Thermal and mechanical characterization of complex electrospun systems based on polycaprolactone and gelatin

Nowadays, continuous development of soft-electronics and wearable devices opens to the development needs of stretchable and flexible materials able to interface with the human body. In this scenario, biopolymers are particularly intriguing materials given their biocompatibility and biodegradability. For the application in this specific field the material requires several properties such as biological and mechanical performance and thermal stability. In this study, membranes able to fulfill some of these requirements are described. The electrospun membranes, composed of a blend of polycaprolactone (PCL) and gelatin (GN), have been produced in various configurations. The results show how blend or coaxial systems have different effects on both the interactions between the polymers and their thermal and mechanical properties.
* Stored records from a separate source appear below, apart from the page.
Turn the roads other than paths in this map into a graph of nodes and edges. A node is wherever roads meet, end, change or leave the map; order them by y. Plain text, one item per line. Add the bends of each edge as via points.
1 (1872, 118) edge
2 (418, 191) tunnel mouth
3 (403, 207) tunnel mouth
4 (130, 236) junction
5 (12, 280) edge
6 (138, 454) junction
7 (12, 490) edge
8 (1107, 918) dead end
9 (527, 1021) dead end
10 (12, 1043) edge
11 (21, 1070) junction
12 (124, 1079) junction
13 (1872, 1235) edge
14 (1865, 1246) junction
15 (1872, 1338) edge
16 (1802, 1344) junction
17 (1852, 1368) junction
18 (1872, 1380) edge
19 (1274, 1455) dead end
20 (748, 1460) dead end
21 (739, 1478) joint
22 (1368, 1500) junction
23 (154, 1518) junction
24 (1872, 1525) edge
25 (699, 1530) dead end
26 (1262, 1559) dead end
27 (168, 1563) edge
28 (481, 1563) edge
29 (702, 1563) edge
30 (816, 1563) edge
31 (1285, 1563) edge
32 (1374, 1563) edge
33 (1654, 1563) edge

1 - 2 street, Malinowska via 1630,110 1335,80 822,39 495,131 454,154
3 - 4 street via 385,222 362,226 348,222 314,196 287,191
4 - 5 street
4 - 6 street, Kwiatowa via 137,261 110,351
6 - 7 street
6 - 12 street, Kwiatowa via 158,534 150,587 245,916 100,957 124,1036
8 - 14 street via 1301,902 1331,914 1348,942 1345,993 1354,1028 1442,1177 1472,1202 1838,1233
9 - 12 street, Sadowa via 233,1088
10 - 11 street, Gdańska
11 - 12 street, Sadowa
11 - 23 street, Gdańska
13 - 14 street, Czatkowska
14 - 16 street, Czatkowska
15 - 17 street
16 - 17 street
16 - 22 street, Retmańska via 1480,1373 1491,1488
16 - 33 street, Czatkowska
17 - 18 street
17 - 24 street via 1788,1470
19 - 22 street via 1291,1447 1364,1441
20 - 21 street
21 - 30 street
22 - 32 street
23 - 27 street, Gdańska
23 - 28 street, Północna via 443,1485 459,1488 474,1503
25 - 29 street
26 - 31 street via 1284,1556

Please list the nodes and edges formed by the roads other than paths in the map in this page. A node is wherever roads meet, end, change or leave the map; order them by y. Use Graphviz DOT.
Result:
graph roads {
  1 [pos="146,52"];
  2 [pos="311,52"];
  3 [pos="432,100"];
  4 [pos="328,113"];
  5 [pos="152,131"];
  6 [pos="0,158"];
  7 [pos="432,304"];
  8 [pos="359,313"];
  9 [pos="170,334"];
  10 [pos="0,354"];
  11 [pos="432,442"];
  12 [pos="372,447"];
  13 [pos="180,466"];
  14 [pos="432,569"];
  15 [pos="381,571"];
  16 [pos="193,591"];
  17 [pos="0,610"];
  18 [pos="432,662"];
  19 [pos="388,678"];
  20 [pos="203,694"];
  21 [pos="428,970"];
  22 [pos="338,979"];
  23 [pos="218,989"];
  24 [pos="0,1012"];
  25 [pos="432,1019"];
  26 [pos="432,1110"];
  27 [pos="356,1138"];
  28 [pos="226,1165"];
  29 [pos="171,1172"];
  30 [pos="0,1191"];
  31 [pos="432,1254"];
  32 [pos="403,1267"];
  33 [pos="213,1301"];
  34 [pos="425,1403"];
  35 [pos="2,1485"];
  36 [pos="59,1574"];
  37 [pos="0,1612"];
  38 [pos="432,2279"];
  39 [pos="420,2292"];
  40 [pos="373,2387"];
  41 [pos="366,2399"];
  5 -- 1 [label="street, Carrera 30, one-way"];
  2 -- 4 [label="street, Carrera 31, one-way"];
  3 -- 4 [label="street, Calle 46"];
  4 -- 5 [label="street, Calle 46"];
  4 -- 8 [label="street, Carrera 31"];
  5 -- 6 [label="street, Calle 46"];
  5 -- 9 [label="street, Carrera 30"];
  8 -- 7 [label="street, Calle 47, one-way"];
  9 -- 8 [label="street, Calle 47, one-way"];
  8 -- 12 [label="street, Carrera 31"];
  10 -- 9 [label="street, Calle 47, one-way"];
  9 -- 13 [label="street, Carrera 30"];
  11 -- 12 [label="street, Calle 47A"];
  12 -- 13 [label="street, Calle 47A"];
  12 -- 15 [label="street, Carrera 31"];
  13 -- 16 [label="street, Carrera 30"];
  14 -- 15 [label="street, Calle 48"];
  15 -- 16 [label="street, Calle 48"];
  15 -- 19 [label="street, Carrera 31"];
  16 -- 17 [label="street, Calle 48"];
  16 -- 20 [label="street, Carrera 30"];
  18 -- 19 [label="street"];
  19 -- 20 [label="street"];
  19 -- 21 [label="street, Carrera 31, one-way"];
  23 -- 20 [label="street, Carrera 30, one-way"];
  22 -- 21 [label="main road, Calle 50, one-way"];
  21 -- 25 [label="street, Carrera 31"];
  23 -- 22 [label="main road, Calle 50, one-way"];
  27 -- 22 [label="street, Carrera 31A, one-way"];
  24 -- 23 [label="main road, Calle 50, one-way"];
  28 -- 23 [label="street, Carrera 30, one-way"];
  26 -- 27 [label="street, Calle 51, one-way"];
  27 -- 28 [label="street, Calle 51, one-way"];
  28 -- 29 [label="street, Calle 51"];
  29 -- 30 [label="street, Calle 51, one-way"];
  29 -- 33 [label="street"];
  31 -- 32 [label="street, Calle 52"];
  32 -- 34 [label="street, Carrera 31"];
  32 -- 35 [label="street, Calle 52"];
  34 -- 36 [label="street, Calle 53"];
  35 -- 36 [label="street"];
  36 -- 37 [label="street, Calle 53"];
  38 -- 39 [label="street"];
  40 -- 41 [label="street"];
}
An important result of the chosen experimental conditions is the narrow dimensional distribution of the nanofiber diameters constituting the electrospun membranes. Thermal and mechanical tests evidenced that, by properly choosing the material composition and the method of the electrospinning process, membranes capable of withstanding high strain values before the failure can be obtained. In particular, optimizing the electrospinning process and using a blend PCL/GN with a mass ratio of 80/20, it is possible to increase the thermal stability up to 310 degrees C and confer to the sample the ability to reach a percentage of strain up to 350%.